**RECORDS PROVIDED**

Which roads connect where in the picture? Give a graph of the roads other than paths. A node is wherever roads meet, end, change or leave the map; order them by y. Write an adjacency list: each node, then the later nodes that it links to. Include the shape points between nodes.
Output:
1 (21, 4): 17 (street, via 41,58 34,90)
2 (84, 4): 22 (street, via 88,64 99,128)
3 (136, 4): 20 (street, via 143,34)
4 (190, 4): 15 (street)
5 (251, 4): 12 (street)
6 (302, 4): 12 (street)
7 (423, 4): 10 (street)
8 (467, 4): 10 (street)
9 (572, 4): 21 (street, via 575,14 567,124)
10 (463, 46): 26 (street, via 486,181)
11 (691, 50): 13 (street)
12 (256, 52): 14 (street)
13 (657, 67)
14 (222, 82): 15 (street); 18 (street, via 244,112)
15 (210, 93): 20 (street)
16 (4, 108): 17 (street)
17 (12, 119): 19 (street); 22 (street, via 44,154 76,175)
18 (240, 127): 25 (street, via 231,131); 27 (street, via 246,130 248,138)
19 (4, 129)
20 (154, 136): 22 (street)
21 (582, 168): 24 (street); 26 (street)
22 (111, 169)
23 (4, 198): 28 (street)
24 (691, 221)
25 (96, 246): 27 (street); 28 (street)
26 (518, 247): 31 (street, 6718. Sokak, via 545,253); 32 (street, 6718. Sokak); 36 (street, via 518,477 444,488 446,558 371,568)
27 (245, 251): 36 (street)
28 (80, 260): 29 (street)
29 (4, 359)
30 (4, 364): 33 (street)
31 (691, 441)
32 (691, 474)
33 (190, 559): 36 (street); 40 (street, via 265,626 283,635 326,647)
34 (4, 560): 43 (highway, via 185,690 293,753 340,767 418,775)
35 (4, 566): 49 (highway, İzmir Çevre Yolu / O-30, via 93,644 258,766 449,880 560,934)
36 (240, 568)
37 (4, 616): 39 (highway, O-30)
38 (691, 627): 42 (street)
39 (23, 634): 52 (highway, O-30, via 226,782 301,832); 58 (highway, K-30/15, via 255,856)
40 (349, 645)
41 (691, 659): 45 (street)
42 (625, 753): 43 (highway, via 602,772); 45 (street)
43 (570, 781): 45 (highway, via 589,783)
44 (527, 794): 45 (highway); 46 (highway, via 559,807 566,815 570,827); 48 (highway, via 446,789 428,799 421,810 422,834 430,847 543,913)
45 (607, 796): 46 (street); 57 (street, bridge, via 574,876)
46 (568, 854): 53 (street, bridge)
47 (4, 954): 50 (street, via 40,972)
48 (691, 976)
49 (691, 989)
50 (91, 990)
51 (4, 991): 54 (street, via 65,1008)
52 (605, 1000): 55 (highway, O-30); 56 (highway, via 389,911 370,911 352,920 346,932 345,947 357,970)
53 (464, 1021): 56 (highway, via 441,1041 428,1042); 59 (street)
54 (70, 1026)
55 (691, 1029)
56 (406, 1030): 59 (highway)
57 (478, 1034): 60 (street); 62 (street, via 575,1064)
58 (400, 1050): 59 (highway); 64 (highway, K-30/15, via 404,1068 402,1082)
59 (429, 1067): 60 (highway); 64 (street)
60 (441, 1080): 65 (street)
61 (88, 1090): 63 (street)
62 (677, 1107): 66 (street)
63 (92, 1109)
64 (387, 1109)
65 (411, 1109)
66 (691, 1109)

**REQUIRED ACTION**
Transcribe every record. Match each line exactly.

**SOLUTION FOR THIS PROBLEM**
Which roads connect where in the picture? Give a graph of the roads other than paths. A node is wherever roads meet, end, change or leave the map; order them by y. Write an adjacency list: each node, then the later nodes that it links to. Include the shape points between nodes.
Output:
1 (21, 4): 17 (street, via 41,58 34,90)
2 (84, 4): 22 (street, via 88,64 99,128)
3 (136, 4): 20 (street, via 143,34)
4 (190, 4): 15 (street)
5 (251, 4): 12 (street)
6 (302, 4): 12 (street)
7 (423, 4): 10 (street)
8 (467, 4): 10 (street)
9 (572, 4): 21 (street, via 575,14 567,124)
10 (463, 46): 26 (street, via 486,181)
11 (691, 50): 13 (street)
12 (256, 52): 14 (street)
13 (657, 67)
14 (222, 82): 15 (street); 18 (street, via 244,112)
15 (210, 93): 20 (street)
16 (4, 108): 17 (street)
17 (12, 119): 19 (street); 22 (street, via 44,154 76,175)
18 (240, 127): 25 (street, via 231,131); 27 (street, via 246,130 248,138)
19 (4, 129)
20 (154, 136): 22 (street)
21 (582, 168): 24 (street); 26 (street)
22 (111, 169)
23 (4, 198): 28 (street)
24 (691, 221)
25 (96, 246): 27 (street); 28 (street)
26 (518, 247): 31 (street, 6718. Sokak, via 545,253); 32 (street, 6718. Sokak); 36 (street, via 518,477 444,488 446,558 371,568)
27 (245, 251): 36 (street)
28 (80, 260): 29 (street)
29 (4, 359)
30 (4, 364): 33 (street)
31 (691, 441)
32 (691, 474)
33 (190, 559): 36 (street); 40 (street, via 265,626 283,635 326,647)
34 (4, 560): 43 (highway, via 185,690 293,753 340,767 418,775)
35 (4, 566): 49 (highway, İzmir Çevre Yolu / O-30, via 93,644 258,766 449,880 560,934)
36 (240, 568)
37 (4, 616): 39 (highway, O-30)
38 (691, 627): 42 (street)
39 (23, 634): 52 (highway, O-30, via 226,782 301,832); 58 (highway, K-30/15, via 255,856)
40 (349, 645)
41 (691, 659): 45 (street)
42 (625, 753): 43 (highway, via 602,772); 45 (street)
43 (570, 781): 45 (highway, via 589,783)
44 (527, 794): 45 (highway); 46 (highway, via 559,807 566,815 570,827); 48 (highway, via 446,789 428,799 421,810 422,834 430,847 543,913)
45 (607, 796): 46 (street); 57 (street, bridge, via 574,876)
46 (568, 854): 53 (street, bridge)
47 (4, 954): 50 (street, via 40,972)
48 (691, 976)
49 (691, 989)
50 (91, 990)
51 (4, 991): 54 (street, via 65,1008)
52 (605, 1000): 55 (highway, O-30); 56 (highway, via 389,911 370,911 352,920 346,932 345,947 357,970)
53 (464, 1021): 56 (highway, via 441,1041 428,1042); 59 (street)
54 (70, 1026)
55 (691, 1029)
56 (406, 1030): 59 (highway)
57 (478, 1034): 60 (street); 62 (street, via 575,1064)
58 (400, 1050): 59 (highway); 64 (highway, K-30/15, via 404,1068 402,1082)
59 (429, 1067): 60 (highway); 64 (street)
60 (441, 1080): 65 (street)
61 (88, 1090): 63 (street)
62 (677, 1107): 66 (street)
63 (92, 1109)
64 (387, 1109)
65 (411, 1109)
66 (691, 1109)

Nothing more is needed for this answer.